Кое-что о Еве - Кейбелл Джеймс Брэнч. Страница 43
Джеральд запнулся и всхлипнул. Существо, внешне напоминавшее ребенка, смотрело на него холодными и необычайно умными глазами, но язык, похожий на маленькую белую змейку, не вымолвил ни слова. Затем Джеральд снова заговорил тонким, высоким и истерическим голосом.
– In fine, мой милый Абдель-Хареф, я, как видите, едва не расплакался как наказанный ребенок. Я только прошу вас уважить чувства отца, внезапно потерявшего ребенка, и не утруждать себя, пытаясь понять его путаные речи. Нет: вы осуществили мое желание и подарили мне огромное счастье. Часть его умирает ныне. Но все-таки я был счастлив. Я доволен. И я позабочусь о том, сударь, чтобы и вы, в свою очередь, получили то, что вам нужно.

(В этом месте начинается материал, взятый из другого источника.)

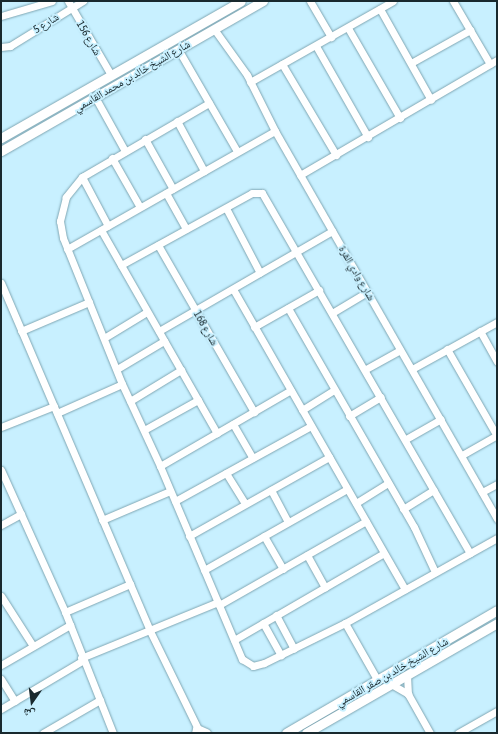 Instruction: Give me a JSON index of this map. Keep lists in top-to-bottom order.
{
  "streets": {
    "main road": ["شارع الشيخ خالد بن محمد القاسمي", "شارع الشيخ خالد بن صقر القاسمي"],
    "street": [
      "شارع 5",
      "شارع 156",
      "شارع وادي القرة",
      "شارع 168"
    ]
  },
  "crossings": [
    ["شارع 5", "شارع 156"],
    ["شارع 156", "شارع الشيخ خالد بن محمد القاسمي"],
    ["شارع الشيخ خالد بن محمد القاسمي", "شارع وادي القرة"]
  ],
  "north": "bottom"
} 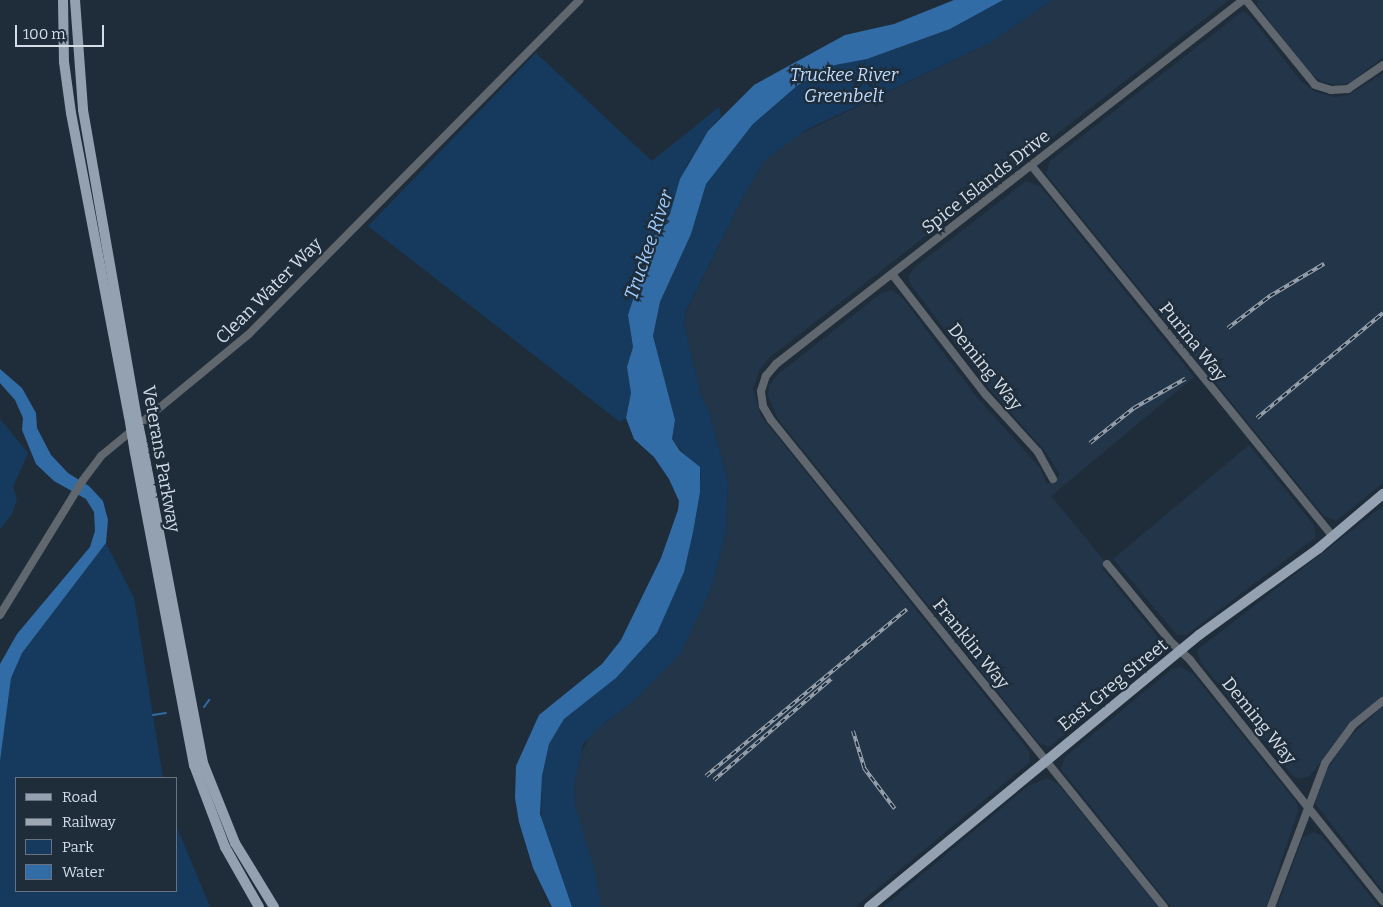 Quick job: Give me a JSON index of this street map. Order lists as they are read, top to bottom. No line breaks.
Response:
{"streets":{"main road":["Veterans Parkway","East Greg Street"],"street":["Spice Islands Drive","Clean Water Way","Purina Way","Deming Way","Franklin Way"]},"crossings":[["Spice Islands Drive","Purina Way"],["Spice Islands Drive","Deming Way"],["Spice Islands Drive","Franklin Way"],["Purina Way","East Greg Street"],["Deming Way","East Greg Street"],["Franklin Way","East Greg Street"]],"water":["Truckee River"],"parks":["Truckee River Greenbelt"],"legend":["Road","Railway","Park","Water"],"scale_bar":"100 m"} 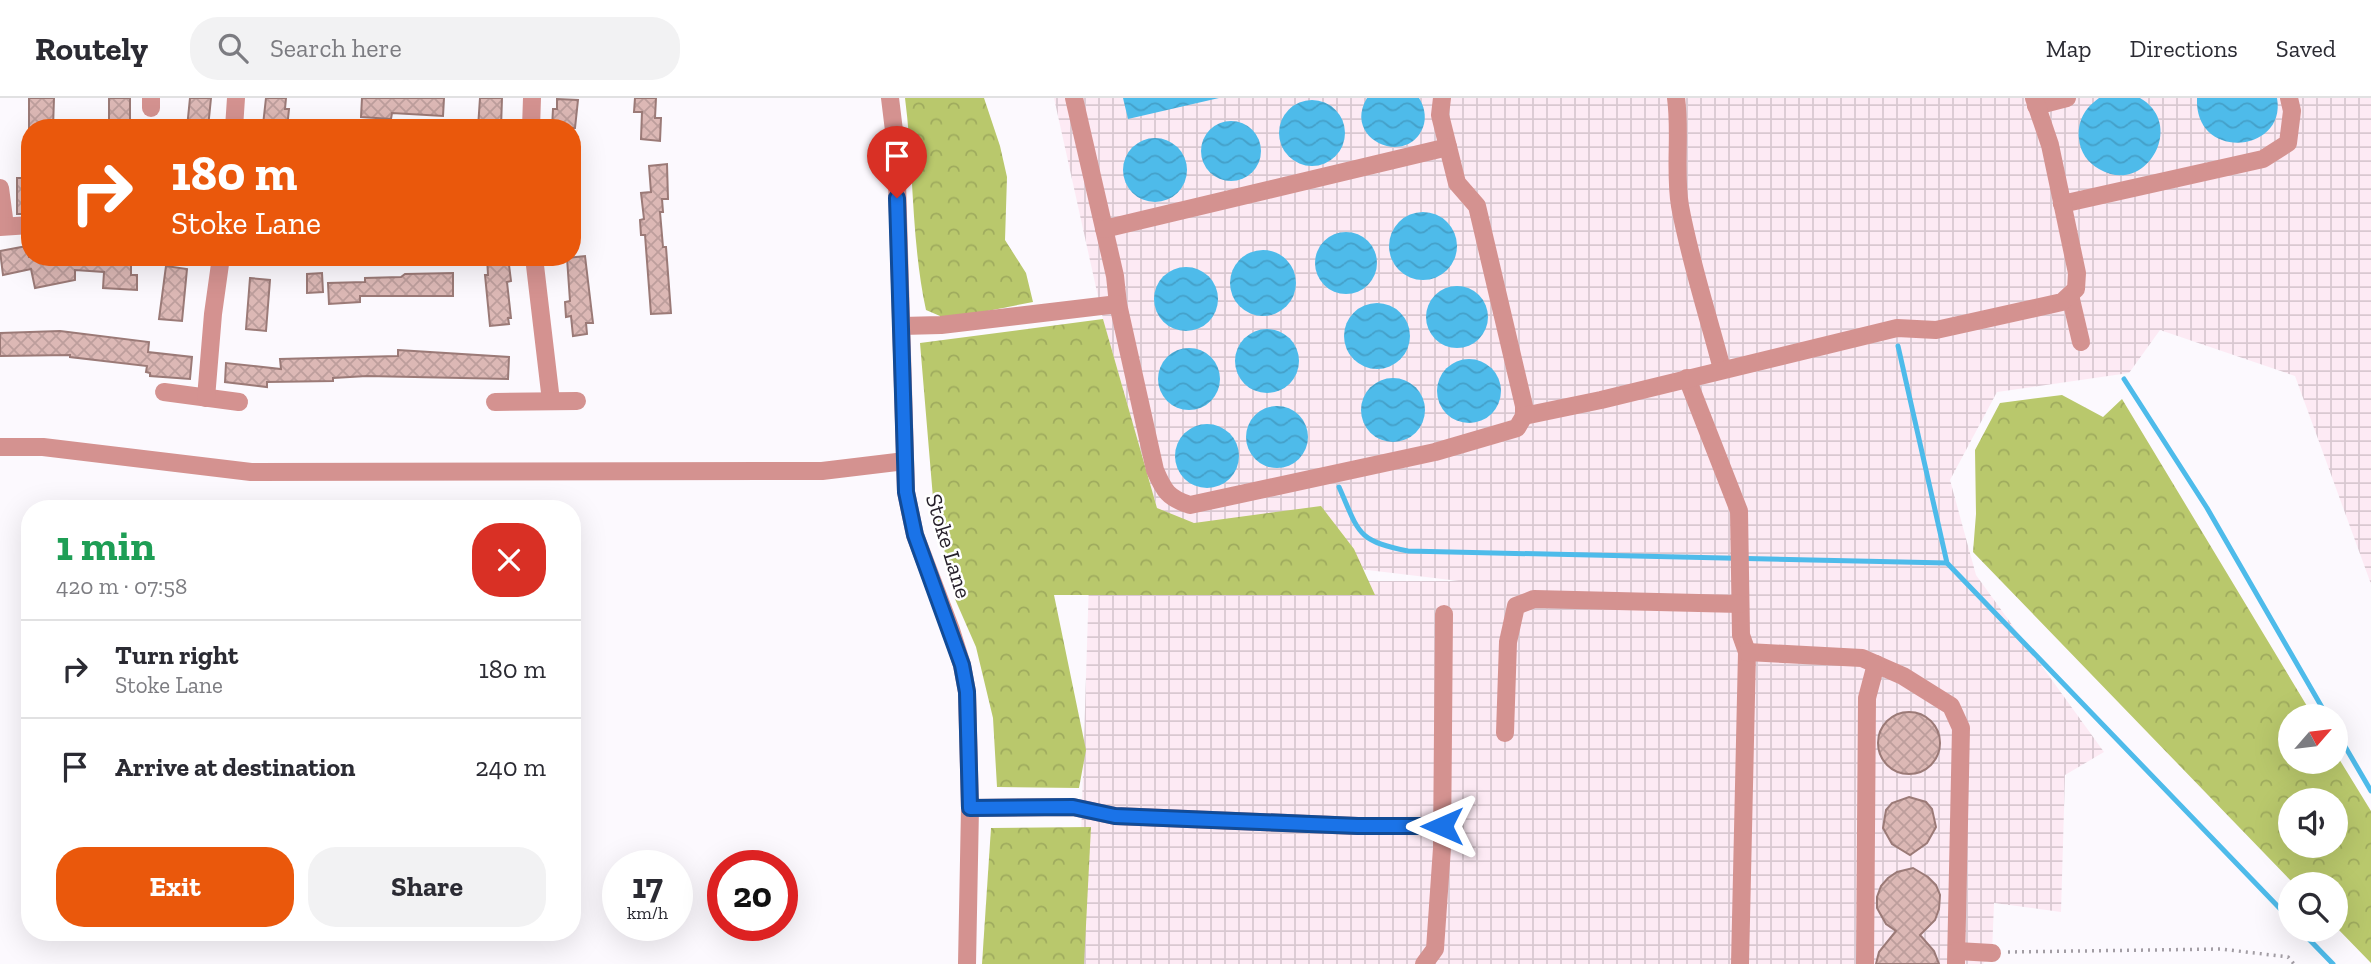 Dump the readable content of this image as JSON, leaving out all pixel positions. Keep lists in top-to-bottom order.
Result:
{
  "streets": {
    "street": ["Stoke Lane"]
  },
  "north": "top right",
  "page": {
    "header": "Routely",
    "search": "Search here",
    "nav": ["Map", "Directions", "Saved"],
    "turn": ["180 m", "Stoke Lane"],
    "heading": ["1 min", "420 m · 07:58"],
    "list": [
      {
        "name": "Turn right",
        "note": "Stoke Lane",
        "value": "180 m"
      },
      {
        "name": "Arrive at destination",
        "value": "240 m"
      }
    ],
    "buttons": ["Exit", "Share"],
    "speed": "17 km/h",
    "limit": "20"
  }
} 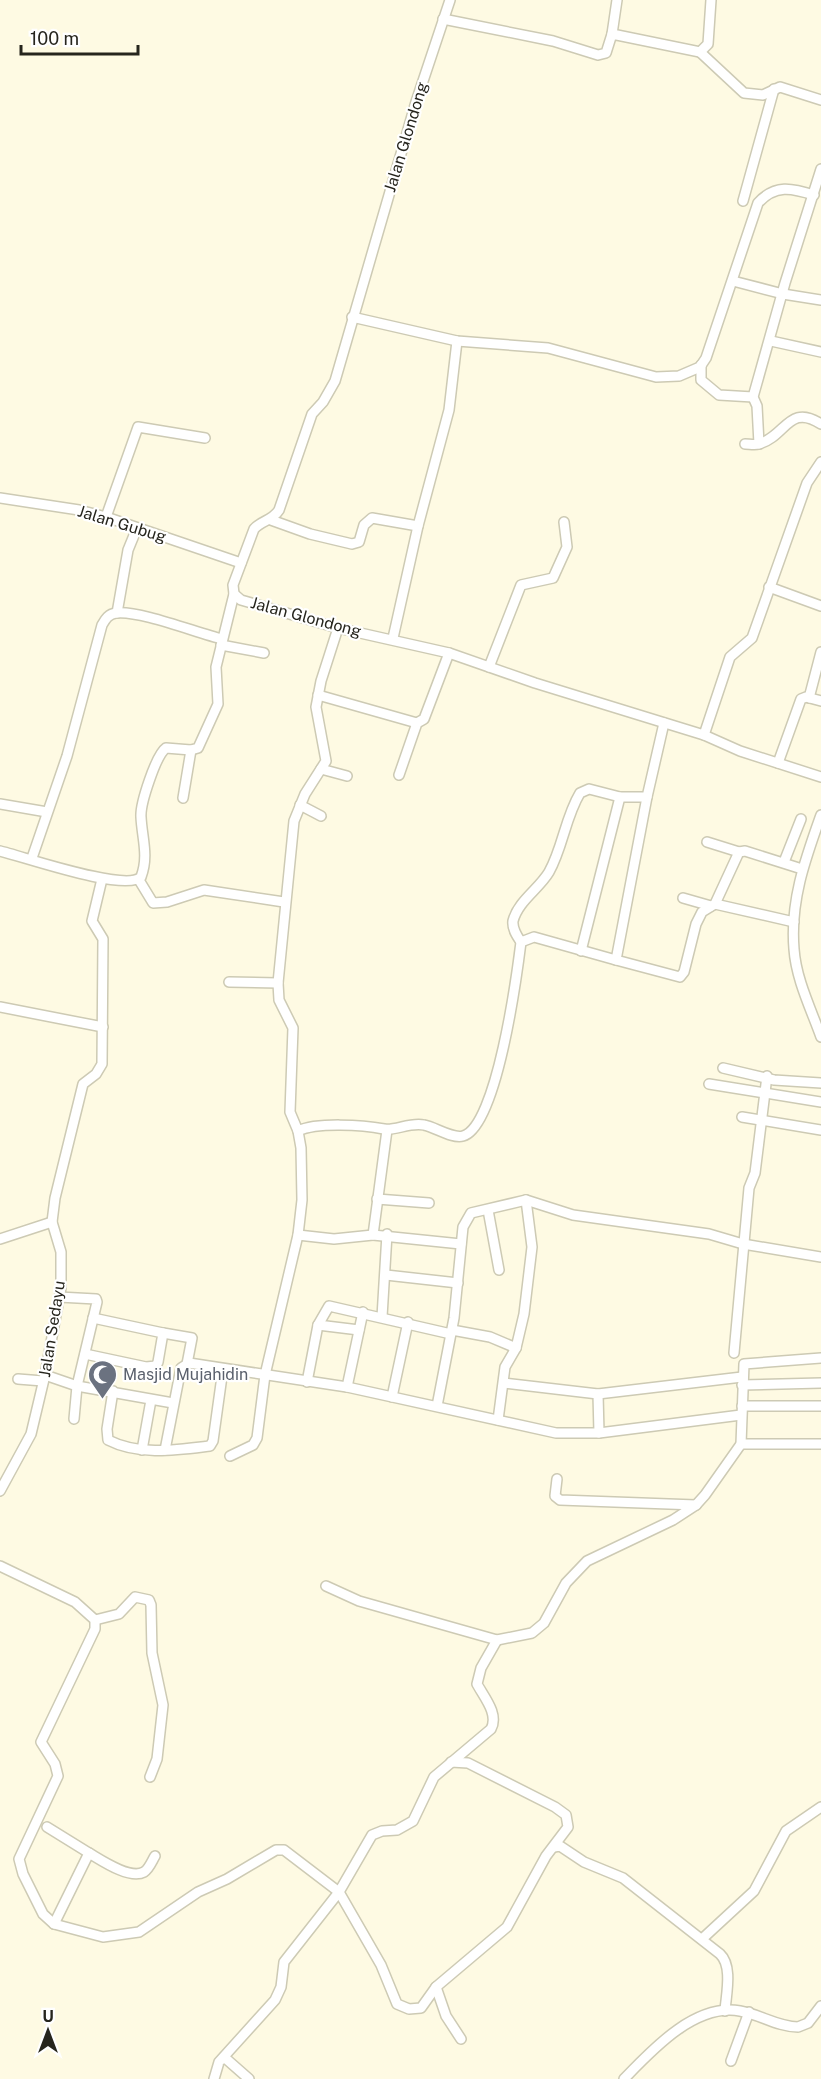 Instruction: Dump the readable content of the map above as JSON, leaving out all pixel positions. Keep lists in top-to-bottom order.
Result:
{
  "streets": {
    "street": ["Jalan Glondong", "Jalan Gubug", "Jalan Sedayu"]
  },
  "crossings": [
    ["Jalan Glondong", "Jalan Gubug"]
  ],
  "places": {
    "mosque": ["Masjid Mujahidin"]
  },
  "scale_bar": "100 m",
  "north": "top"
}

Вытерев глаза платком, Джеральд вернулся к Майе. Его не удивило, что она уже приготовила и аккуратно завернула для Теодорика обед, чтобы он мог перекусить днем в Антане.
С беззаботностью, которая давалась ему с трудом, Джеральд сказал:
– Ну что ж, дорогая, я решил, что теперь, когда мы все обсудили, мы можем отпустить мальчика.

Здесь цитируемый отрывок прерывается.